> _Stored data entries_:
---+---

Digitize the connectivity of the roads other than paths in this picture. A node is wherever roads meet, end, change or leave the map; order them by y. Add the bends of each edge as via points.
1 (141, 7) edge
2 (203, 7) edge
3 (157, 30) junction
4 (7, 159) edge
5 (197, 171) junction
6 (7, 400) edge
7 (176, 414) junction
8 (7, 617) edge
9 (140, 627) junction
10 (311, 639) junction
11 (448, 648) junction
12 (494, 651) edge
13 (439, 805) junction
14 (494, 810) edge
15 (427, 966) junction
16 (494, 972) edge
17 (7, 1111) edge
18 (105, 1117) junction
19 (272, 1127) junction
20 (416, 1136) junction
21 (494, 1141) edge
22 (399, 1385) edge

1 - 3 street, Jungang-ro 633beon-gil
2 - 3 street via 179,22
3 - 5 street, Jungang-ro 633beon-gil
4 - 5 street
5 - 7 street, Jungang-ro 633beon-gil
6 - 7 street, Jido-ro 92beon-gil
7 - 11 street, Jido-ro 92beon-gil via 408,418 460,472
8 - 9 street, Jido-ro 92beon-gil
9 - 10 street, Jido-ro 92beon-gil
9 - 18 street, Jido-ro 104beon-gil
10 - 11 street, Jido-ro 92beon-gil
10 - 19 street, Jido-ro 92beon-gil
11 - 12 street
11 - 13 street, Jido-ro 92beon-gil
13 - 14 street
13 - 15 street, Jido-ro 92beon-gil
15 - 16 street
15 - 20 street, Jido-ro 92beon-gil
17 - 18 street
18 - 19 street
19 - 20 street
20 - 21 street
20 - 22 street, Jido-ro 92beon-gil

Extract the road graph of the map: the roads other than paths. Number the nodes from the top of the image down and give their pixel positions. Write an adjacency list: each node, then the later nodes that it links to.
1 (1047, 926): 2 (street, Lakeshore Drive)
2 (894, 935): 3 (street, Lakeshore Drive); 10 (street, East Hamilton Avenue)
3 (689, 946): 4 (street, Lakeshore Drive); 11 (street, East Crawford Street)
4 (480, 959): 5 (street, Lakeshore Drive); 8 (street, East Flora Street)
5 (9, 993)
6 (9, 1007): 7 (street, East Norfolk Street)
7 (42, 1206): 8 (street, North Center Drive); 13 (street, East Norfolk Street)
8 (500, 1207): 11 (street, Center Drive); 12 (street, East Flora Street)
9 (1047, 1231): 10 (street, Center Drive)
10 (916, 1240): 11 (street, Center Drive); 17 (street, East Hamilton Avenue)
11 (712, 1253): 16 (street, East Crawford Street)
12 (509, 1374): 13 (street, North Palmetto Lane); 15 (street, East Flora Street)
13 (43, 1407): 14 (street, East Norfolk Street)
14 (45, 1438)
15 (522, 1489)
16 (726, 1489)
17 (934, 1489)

---+---

> _PROBLEM STATEMENT_:
The full set of records above must be retyped exactly.

> _ANSWER_:
Digitize the connectivity of the roads other than paths in this picture. A node is wherever roads meet, end, change or leave the map; order them by y. Add the bends of each edge as via points.
1 (141, 7) edge
2 (203, 7) edge
3 (157, 30) junction
4 (7, 159) edge
5 (197, 171) junction
6 (7, 400) edge
7 (176, 414) junction
8 (7, 617) edge
9 (140, 627) junction
10 (311, 639) junction
11 (448, 648) junction
12 (494, 651) edge
13 (439, 805) junction
14 (494, 810) edge
15 (427, 966) junction
16 (494, 972) edge
17 (7, 1111) edge
18 (105, 1117) junction
19 (272, 1127) junction
20 (416, 1136) junction
21 (494, 1141) edge
22 (399, 1385) edge

1 - 3 street, Jungang-ro 633beon-gil
2 - 3 street via 179,22
3 - 5 street, Jungang-ro 633beon-gil
4 - 5 street
5 - 7 street, Jungang-ro 633beon-gil
6 - 7 street, Jido-ro 92beon-gil
7 - 11 street, Jido-ro 92beon-gil via 408,418 460,472
8 - 9 street, Jido-ro 92beon-gil
9 - 10 street, Jido-ro 92beon-gil
9 - 18 street, Jido-ro 104beon-gil
10 - 11 street, Jido-ro 92beon-gil
10 - 19 street, Jido-ro 92beon-gil
11 - 12 street
11 - 13 street, Jido-ro 92beon-gil
13 - 14 street
13 - 15 street, Jido-ro 92beon-gil
15 - 16 street
15 - 20 street, Jido-ro 92beon-gil
17 - 18 street
18 - 19 street
19 - 20 street
20 - 21 street
20 - 22 street, Jido-ro 92beon-gil

Extract the road graph of the map: the roads other than paths. Number the nodes from the top of the image down and give their pixel positions. Write an adjacency list: each node, then the later nodes that it links to.
1 (1047, 926): 2 (street, Lakeshore Drive)
2 (894, 935): 3 (street, Lakeshore Drive); 10 (street, East Hamilton Avenue)
3 (689, 946): 4 (street, Lakeshore Drive); 11 (street, East Crawford Street)
4 (480, 959): 5 (street, Lakeshore Drive); 8 (street, East Flora Street)
5 (9, 993)
6 (9, 1007): 7 (street, East Norfolk Street)
7 (42, 1206): 8 (street, North Center Drive); 13 (street, East Norfolk Street)
8 (500, 1207): 11 (street, Center Drive); 12 (street, East Flora Street)
9 (1047, 1231): 10 (street, Center Drive)
10 (916, 1240): 11 (street, Center Drive); 17 (street, East Hamilton Avenue)
11 (712, 1253): 16 (street, East Crawford Street)
12 (509, 1374): 13 (street, North Palmetto Lane); 15 (street, East Flora Street)
13 (43, 1407): 14 (street, East Norfolk Street)
14 (45, 1438)
15 (522, 1489)
16 (726, 1489)
17 (934, 1489)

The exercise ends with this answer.